Compare un pipistrello all’81esimo poco prima che Marchisio fosse ammonito per uno sgambetto stupidino (che ha quasi fatto ribaltare di rabbia lo stadio), inizia a svolazzare terrorizzato spostandosi da una curva all’altra, fermato ogni volta dai giga-riflettori che lo abbagliano. Il figlio:
82′ – “Guarda papà un uccellino, ma che bello, vuole vedere anche lui la partita”. Sembra un altro, non è più lui, la sua voce è più bassa quasi da essere umano e non spara insulti osceni a raffica rivolti alle madri dei giocatori del Lione né sulle preferenze sessuali dell’arbitro. Il pipistrello-uccellino distrae il bimbo megafono che si risveglia solo quando entra Giovinco, quando il padre conferma: “Sì, è alto poco più di te”.

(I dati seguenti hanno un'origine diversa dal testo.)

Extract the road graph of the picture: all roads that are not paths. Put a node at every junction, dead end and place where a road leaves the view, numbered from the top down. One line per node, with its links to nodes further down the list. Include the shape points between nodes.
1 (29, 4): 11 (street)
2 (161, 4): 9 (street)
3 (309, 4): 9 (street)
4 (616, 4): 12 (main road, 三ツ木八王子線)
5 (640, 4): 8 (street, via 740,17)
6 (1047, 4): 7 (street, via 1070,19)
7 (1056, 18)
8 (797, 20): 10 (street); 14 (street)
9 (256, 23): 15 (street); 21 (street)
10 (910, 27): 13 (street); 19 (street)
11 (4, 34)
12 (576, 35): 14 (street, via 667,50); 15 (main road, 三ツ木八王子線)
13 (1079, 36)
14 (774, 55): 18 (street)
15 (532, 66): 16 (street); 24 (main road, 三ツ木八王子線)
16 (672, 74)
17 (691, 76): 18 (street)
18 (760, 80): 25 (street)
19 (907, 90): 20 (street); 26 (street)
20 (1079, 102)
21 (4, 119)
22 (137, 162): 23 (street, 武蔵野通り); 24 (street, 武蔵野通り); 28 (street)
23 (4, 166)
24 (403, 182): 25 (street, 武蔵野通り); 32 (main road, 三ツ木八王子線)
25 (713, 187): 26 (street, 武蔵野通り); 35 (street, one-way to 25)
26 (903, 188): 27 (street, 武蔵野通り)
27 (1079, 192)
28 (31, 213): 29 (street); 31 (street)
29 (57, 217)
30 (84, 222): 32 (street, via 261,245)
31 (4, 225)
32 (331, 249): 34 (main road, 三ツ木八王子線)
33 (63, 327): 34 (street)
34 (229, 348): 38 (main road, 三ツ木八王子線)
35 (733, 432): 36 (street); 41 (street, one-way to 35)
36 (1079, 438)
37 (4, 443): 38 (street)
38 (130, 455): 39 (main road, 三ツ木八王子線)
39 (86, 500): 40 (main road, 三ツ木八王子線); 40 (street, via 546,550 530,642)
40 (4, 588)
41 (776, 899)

C’è anche spazio per la ola prima di un fallaccio sullo stesso Giovinco che accende il padre che terminerà il proprio catalogo di insulti al ’90. Una brevissima pausa, perché al termine dei due minuti di recupero, quando l’abirtro fischia tre volte, babbo e figlio saltano esultando e credo sia una bella immagine, perché sento che si abbracciano. “Sono proprio contento di aver visto questa partita con te”, grida il padre nell’orecchio del figlio e pure del mio che sono a 20 centimetri, poi quando il ruggito dello Juventus Stadium si assopisce, il padre si prende il suo momento finale. Anche senza vederlo lo immagino alzarsi bello dritto, gonfiare il petto e la maglia gialla, avvicinare la mano alla bocca per amplificare il suono e poi decretare:
92′ – “La baguette ficcatevela in c**o!”